What is needed: Write out every line below again exactly as it stands, skipping each image.

Given records:
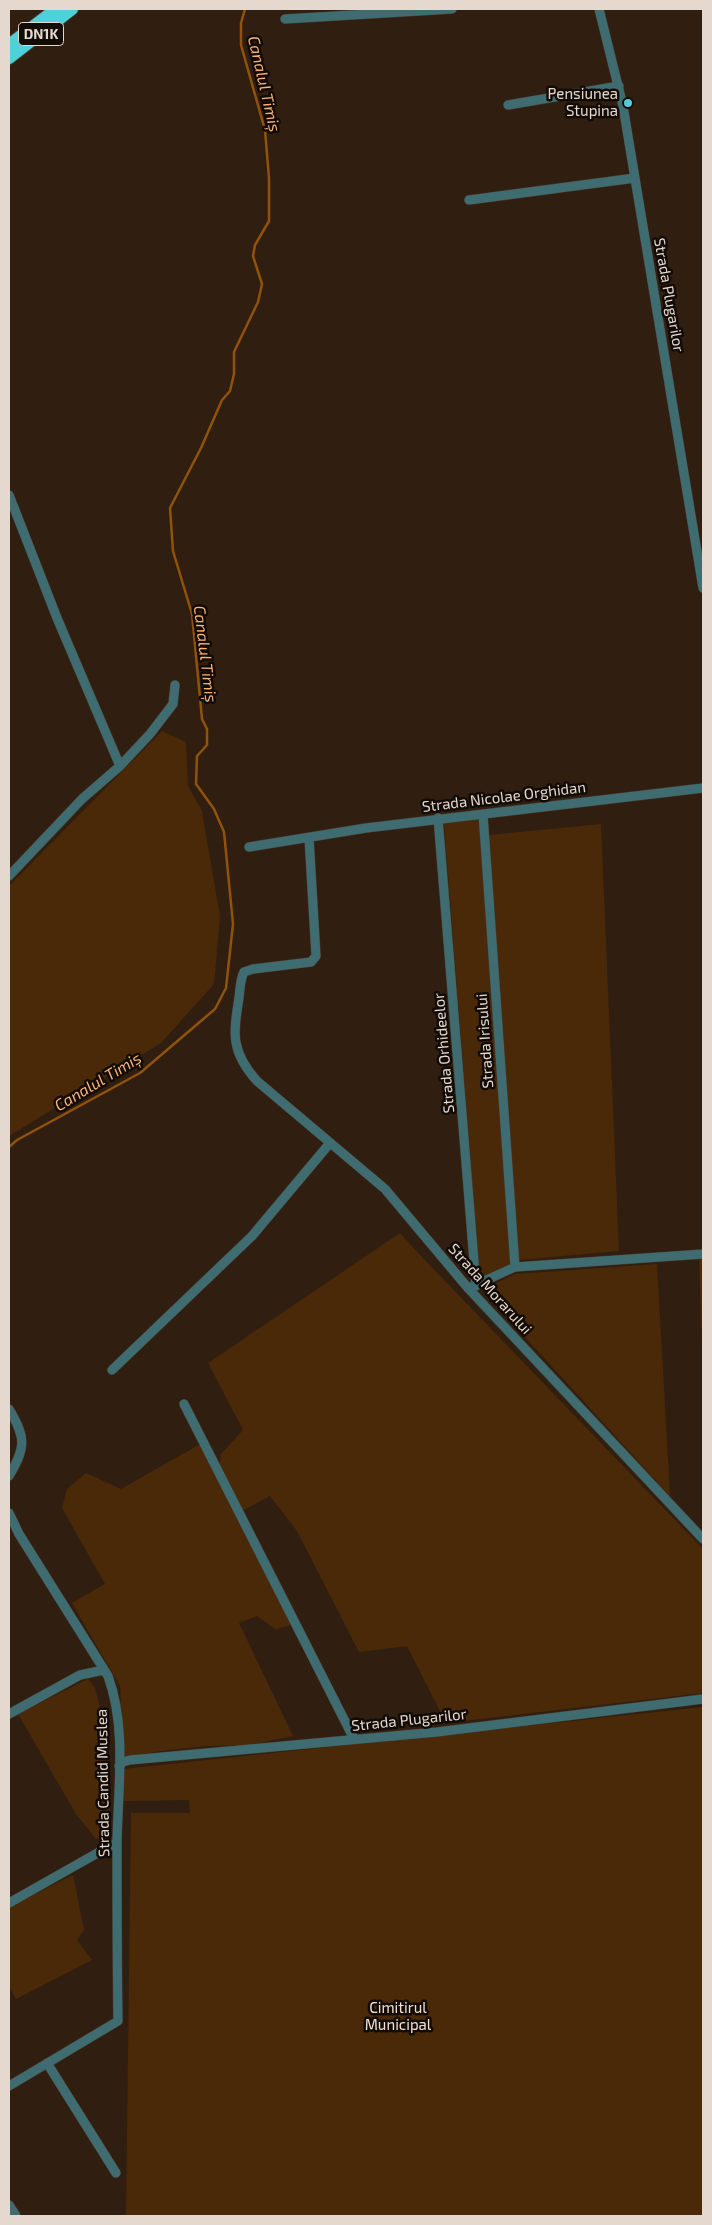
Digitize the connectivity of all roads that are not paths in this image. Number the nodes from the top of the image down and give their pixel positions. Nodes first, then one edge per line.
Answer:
1 (56, 9) edge
2 (72, 9) edge
3 (452, 9) edge
4 (599, 9) edge
5 (285, 19) dead end
6 (9, 45) edge
7 (9, 58) edge
8 (619, 86) junction
9 (508, 105) dead end
10 (635, 178) junction
11 (469, 200) dead end
12 (9, 495) edge
13 (703, 588) edge
14 (175, 685) dead end
15 (120, 766) junction
16 (703, 788) edge
17 (483, 814) junction
18 (438, 818) junction
19 (309, 838) junction
20 (249, 847) dead end
21 (9, 876) edge
22 (330, 1143) junction
23 (703, 1254) edge
24 (514, 1267) junction
25 (472, 1287) junction
26 (112, 1370) dead end
27 (184, 1404) dead end
28 (9, 1409) edge
29 (9, 1476) edge
30 (9, 1513) edge
31 (703, 1539) edge
32 (104, 1670) junction
33 (703, 1699) edge
34 (9, 1714) edge
35 (354, 1739) junction
36 (119, 1766) junction
37 (117, 1842) junction
38 (9, 1903) edge
39 (47, 2063) junction
40 (9, 2086) edge
41 (116, 2173) dead end
42 (9, 2205) edge
43 (16, 2216) edge

1 - 6 highway, DN1K
2 - 7 highway, DN1K
3 - 5 street
4 - 8 street, Strada Plugarilor
8 - 9 street
8 - 10 street, Strada Plugarilor
10 - 11 street
10 - 13 street, Strada Plugarilor
12 - 15 street
14 - 15 street
15 - 21 street
16 - 17 street, Strada Nicolae Orghidan
17 - 18 street, Strada Nicolae Orghidan
17 - 24 street, Strada Irisului
18 - 19 street, Strada Nicolae Orghidan
18 - 25 street, Strada Orhideelor
19 - 20 street, Strada Nicolae Orghidan
19 - 22 street, Strada Morarului
22 - 25 street, Strada Morarului
22 - 26 street
23 - 24 street
24 - 25 street
25 - 31 street, Strada Morarului
27 - 35 street
28 - 29 street
30 - 32 street, Strada Candid Muslea
32 - 34 street
32 - 36 street, Strada Candid Muslea
33 - 35 street, Strada Plugarilor
35 - 36 street, Strada Plugarilor
36 - 37 street, Strada Candid Muslea
37 - 38 street
37 - 39 street, Strada Candid Muslea
39 - 40 street
39 - 41 street
42 - 43 street

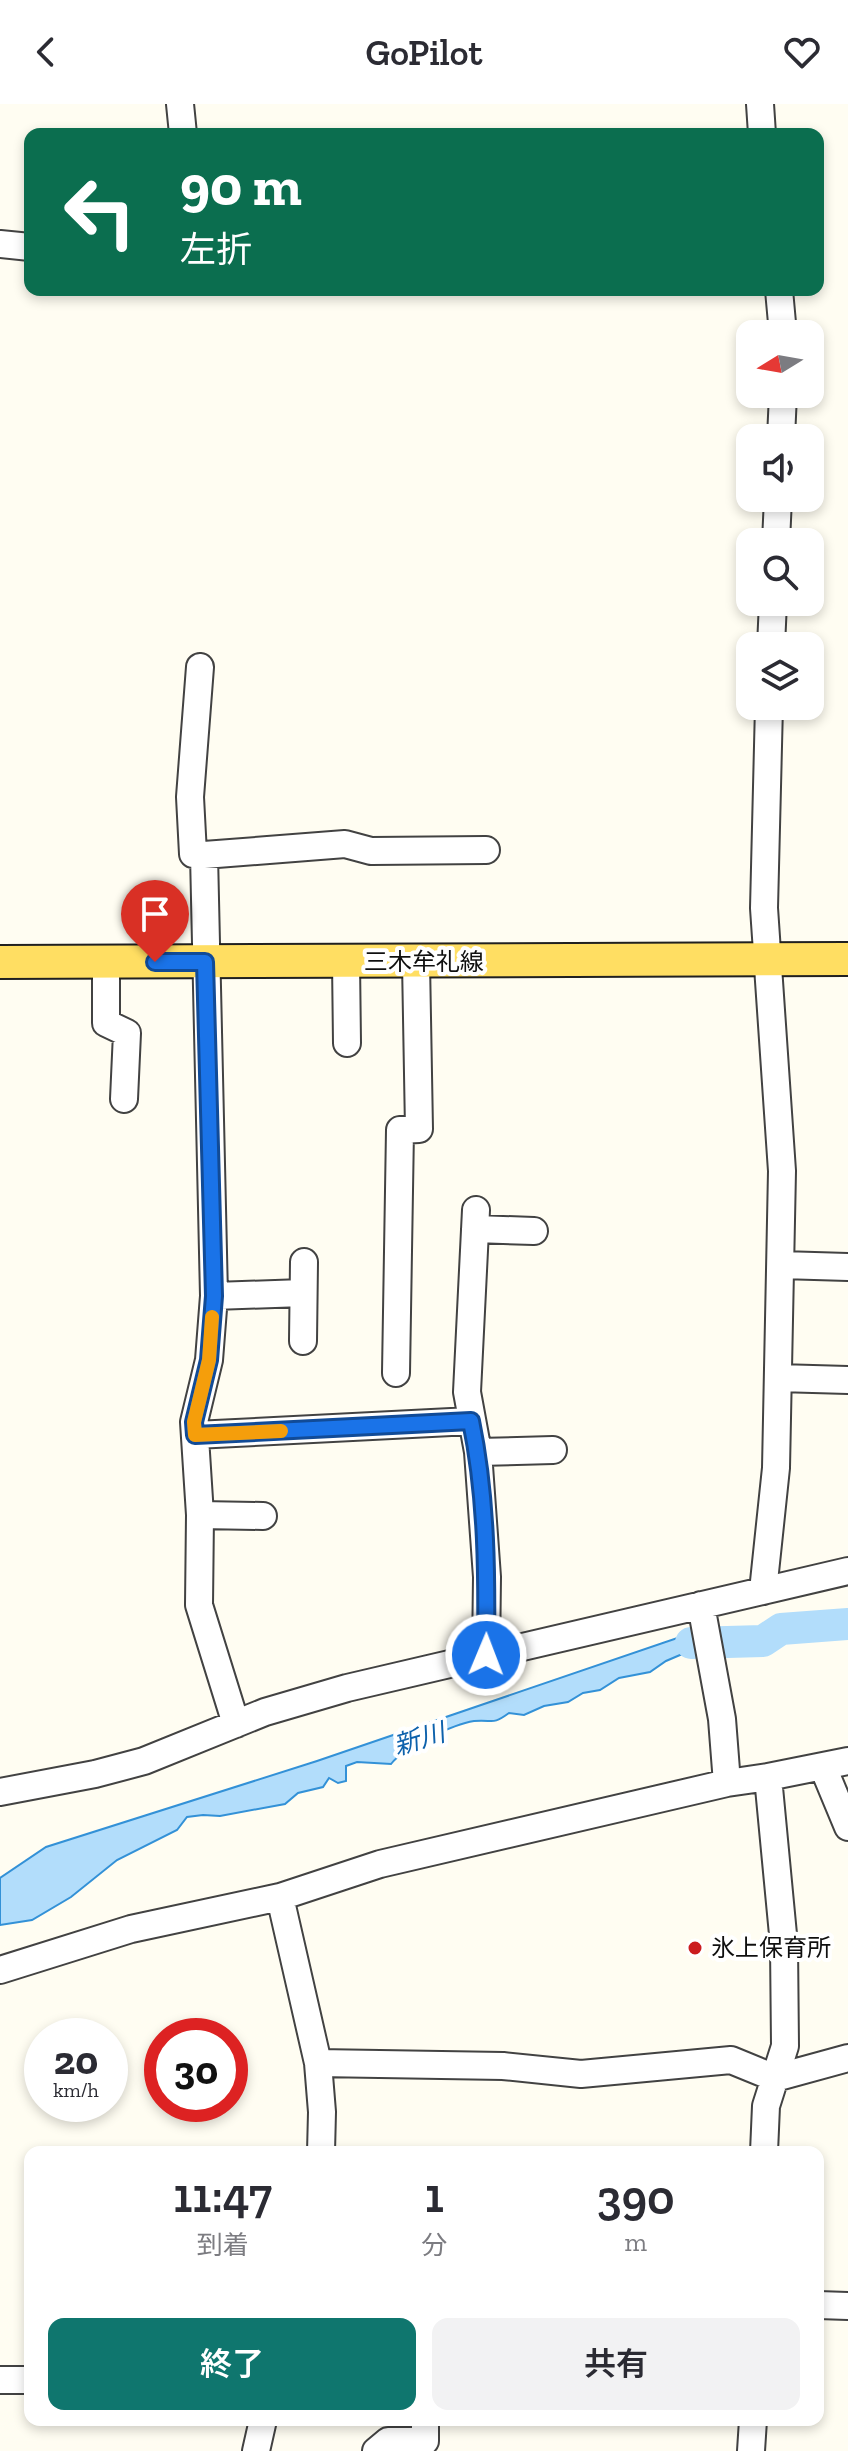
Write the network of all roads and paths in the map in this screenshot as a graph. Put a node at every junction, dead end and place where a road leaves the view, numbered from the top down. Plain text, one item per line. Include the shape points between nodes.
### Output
1 (180, 104) edge
2 (760, 104) edge
3 (182, 128) edge
4 (762, 128) edge
5 (0, 244) edge
6 (24, 246) edge
7 (780, 296) edge
8 (782, 320) edge
9 (200, 667) dead end
10 (769, 720) edge
11 (486, 850) dead end
12 (204, 855) junction
13 (848, 959) edge
14 (766, 961) junction
15 (0, 962) edge
16 (106, 962) junction
17 (205, 962) junction
18 (346, 962) junction
19 (416, 962) junction
20 (347, 1043) dead end
21 (124, 1099) dead end
22 (534, 1231) dead end
23 (304, 1262) dead end
24 (781, 1265) junction
25 (848, 1267) edge
26 (303, 1293) junction
27 (214, 1296) junction
28 (303, 1341) dead end
29 (396, 1373) dead end
30 (778, 1378) junction
31 (848, 1380) edge
32 (471, 1421) junction
33 (195, 1435) junction
34 (553, 1450) dead end
35 (478, 1452) junction
36 (200, 1515) junction
37 (263, 1516) dead end
38 (848, 1571) edge
39 (763, 1591) junction
40 (703, 1616) junction
41 (486, 1655) junction
42 (236, 1724) junction
43 (836, 1764) edge
44 (768, 1777) junction
45 (727, 1783) junction
46 (0, 1792) edge
47 (848, 1827) edge
48 (280, 1897) junction
49 (0, 1970) edge
50 (848, 2058) edge
51 (318, 2063) junction
52 (775, 2078) junction
53 (321, 2146) edge
54 (764, 2146) edge
55 (824, 2305) edge
56 (848, 2306) edge
57 (0, 2380) edge
58 (24, 2380) edge
59 (262, 2426) edge
60 (425, 2426) edge
61 (753, 2426) edge
62 (256, 2451) edge
63 (376, 2451) edge
64 (751, 2451) edge

1 - 3 street
2 - 4 street
5 - 6 street
7 - 8 street
9 - 12 street via 190,797 193,854
10 - 14 street
11 - 12 street via 371,851 345,844
12 - 17 street
13 - 14 main road, 三木牟礼線
14 - 19 main road, 三木牟礼線
14 - 24 street via 782,1171
15 - 16 main road, 三木牟礼線
16 - 17 main road, 三木牟礼線
16 - 21 street via 106,1023 127,1033
17 - 18 main road, 三木牟礼線
17 - 27 street
18 - 19 main road, 三木牟礼線
18 - 20 street
19 - 29 street via 419,1129 400,1130
22 - 32 street via 476,1220 467,1392
23 - 26 street
24 - 25 street
24 - 30 street
26 - 27 street
26 - 28 street
27 - 33 street
30 - 31 street
30 - 39 street via 776,1468
32 - 33 street
32 - 35 street
33 - 36 street
34 - 35 street
35 - 41 street via 487,1577
36 - 37 street
36 - 42 street via 199,1605
38 - 39 street
39 - 40 street
40 - 41 street
40 - 45 street via 722,1719
41 - 42 street via 301,1701
42 - 46 street via 144,1761
43 - 44 street
43 - 47 street
44 - 45 street
44 - 52 street via 784,1945 785,2046
45 - 48 street via 380,1864
48 - 49 street via 131,1929
48 - 51 street
50 - 52 street
51 - 52 street via 503,2066 581,2074 731,2060
51 - 53 street
52 - 54 street via 766,2106
55 - 56 street
57 - 58 street
59 - 62 street
60 - 63 street via 425,2441 388,2441
61 - 64 street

Result:
Digitize the connectivity of all roads that are not paths in this image. Number the nodes from the top of the image down and give their pixel positions. Nodes first, then one edge per line.
Answer:
1 (56, 9) edge
2 (72, 9) edge
3 (452, 9) edge
4 (599, 9) edge
5 (285, 19) dead end
6 (9, 45) edge
7 (9, 58) edge
8 (619, 86) junction
9 (508, 105) dead end
10 (635, 178) junction
11 (469, 200) dead end
12 (9, 495) edge
13 (703, 588) edge
14 (175, 685) dead end
15 (120, 766) junction
16 (703, 788) edge
17 (483, 814) junction
18 (438, 818) junction
19 (309, 838) junction
20 (249, 847) dead end
21 (9, 876) edge
22 (330, 1143) junction
23 (703, 1254) edge
24 (514, 1267) junction
25 (472, 1287) junction
26 (112, 1370) dead end
27 (184, 1404) dead end
28 (9, 1409) edge
29 (9, 1476) edge
30 (9, 1513) edge
31 (703, 1539) edge
32 (104, 1670) junction
33 (703, 1699) edge
34 (9, 1714) edge
35 (354, 1739) junction
36 (119, 1766) junction
37 (117, 1842) junction
38 (9, 1903) edge
39 (47, 2063) junction
40 (9, 2086) edge
41 (116, 2173) dead end
42 (9, 2205) edge
43 (16, 2216) edge

1 - 6 highway, DN1K
2 - 7 highway, DN1K
3 - 5 street
4 - 8 street, Strada Plugarilor
8 - 9 street
8 - 10 street, Strada Plugarilor
10 - 11 street
10 - 13 street, Strada Plugarilor
12 - 15 street
14 - 15 street
15 - 21 street
16 - 17 street, Strada Nicolae Orghidan
17 - 18 street, Strada Nicolae Orghidan
17 - 24 street, Strada Irisului
18 - 19 street, Strada Nicolae Orghidan
18 - 25 street, Strada Orhideelor
19 - 20 street, Strada Nicolae Orghidan
19 - 22 street, Strada Morarului
22 - 25 street, Strada Morarului
22 - 26 street
23 - 24 street
24 - 25 street
25 - 31 street, Strada Morarului
27 - 35 street
28 - 29 street
30 - 32 street, Strada Candid Muslea
32 - 34 street
32 - 36 street, Strada Candid Muslea
33 - 35 street, Strada Plugarilor
35 - 36 street, Strada Plugarilor
36 - 37 street, Strada Candid Muslea
37 - 38 street
37 - 39 street, Strada Candid Muslea
39 - 40 street
39 - 41 street
42 - 43 street

Write the network of all roads and paths in the map in this screenshot as a graph. Put a node at every junction, dead end and place where a road leaves the view, numbered from the top down. Plain text, one item per line. Include the shape points between nodes.
### Output
1 (180, 104) edge
2 (760, 104) edge
3 (182, 128) edge
4 (762, 128) edge
5 (0, 244) edge
6 (24, 246) edge
7 (780, 296) edge
8 (782, 320) edge
9 (200, 667) dead end
10 (769, 720) edge
11 (486, 850) dead end
12 (204, 855) junction
13 (848, 959) edge
14 (766, 961) junction
15 (0, 962) edge
16 (106, 962) junction
17 (205, 962) junction
18 (346, 962) junction
19 (416, 962) junction
20 (347, 1043) dead end
21 (124, 1099) dead end
22 (534, 1231) dead end
23 (304, 1262) dead end
24 (781, 1265) junction
25 (848, 1267) edge
26 (303, 1293) junction
27 (214, 1296) junction
28 (303, 1341) dead end
29 (396, 1373) dead end
30 (778, 1378) junction
31 (848, 1380) edge
32 (471, 1421) junction
33 (195, 1435) junction
34 (553, 1450) dead end
35 (478, 1452) junction
36 (200, 1515) junction
37 (263, 1516) dead end
38 (848, 1571) edge
39 (763, 1591) junction
40 (703, 1616) junction
41 (486, 1655) junction
42 (236, 1724) junction
43 (836, 1764) edge
44 (768, 1777) junction
45 (727, 1783) junction
46 (0, 1792) edge
47 (848, 1827) edge
48 (280, 1897) junction
49 (0, 1970) edge
50 (848, 2058) edge
51 (318, 2063) junction
52 (775, 2078) junction
53 (321, 2146) edge
54 (764, 2146) edge
55 (824, 2305) edge
56 (848, 2306) edge
57 (0, 2380) edge
58 (24, 2380) edge
59 (262, 2426) edge
60 (425, 2426) edge
61 (753, 2426) edge
62 (256, 2451) edge
63 (376, 2451) edge
64 (751, 2451) edge

1 - 3 street
2 - 4 street
5 - 6 street
7 - 8 street
9 - 12 street via 190,797 193,854
10 - 14 street
11 - 12 street via 371,851 345,844
12 - 17 street
13 - 14 main road, 三木牟礼線
14 - 19 main road, 三木牟礼線
14 - 24 street via 782,1171
15 - 16 main road, 三木牟礼線
16 - 17 main road, 三木牟礼線
16 - 21 street via 106,1023 127,1033
17 - 18 main road, 三木牟礼線
17 - 27 street
18 - 19 main road, 三木牟礼線
18 - 20 street
19 - 29 street via 419,1129 400,1130
22 - 32 street via 476,1220 467,1392
23 - 26 street
24 - 25 street
24 - 30 street
26 - 27 street
26 - 28 street
27 - 33 street
30 - 31 street
30 - 39 street via 776,1468
32 - 33 street
32 - 35 street
33 - 36 street
34 - 35 street
35 - 41 street via 487,1577
36 - 37 street
36 - 42 street via 199,1605
38 - 39 street
39 - 40 street
40 - 41 street
40 - 45 street via 722,1719
41 - 42 street via 301,1701
42 - 46 street via 144,1761
43 - 44 street
43 - 47 street
44 - 45 street
44 - 52 street via 784,1945 785,2046
45 - 48 street via 380,1864
48 - 49 street via 131,1929
48 - 51 street
50 - 52 street
51 - 52 street via 503,2066 581,2074 731,2060
51 - 53 street
52 - 54 street via 766,2106
55 - 56 street
57 - 58 street
59 - 62 street
60 - 63 street via 425,2441 388,2441
61 - 64 street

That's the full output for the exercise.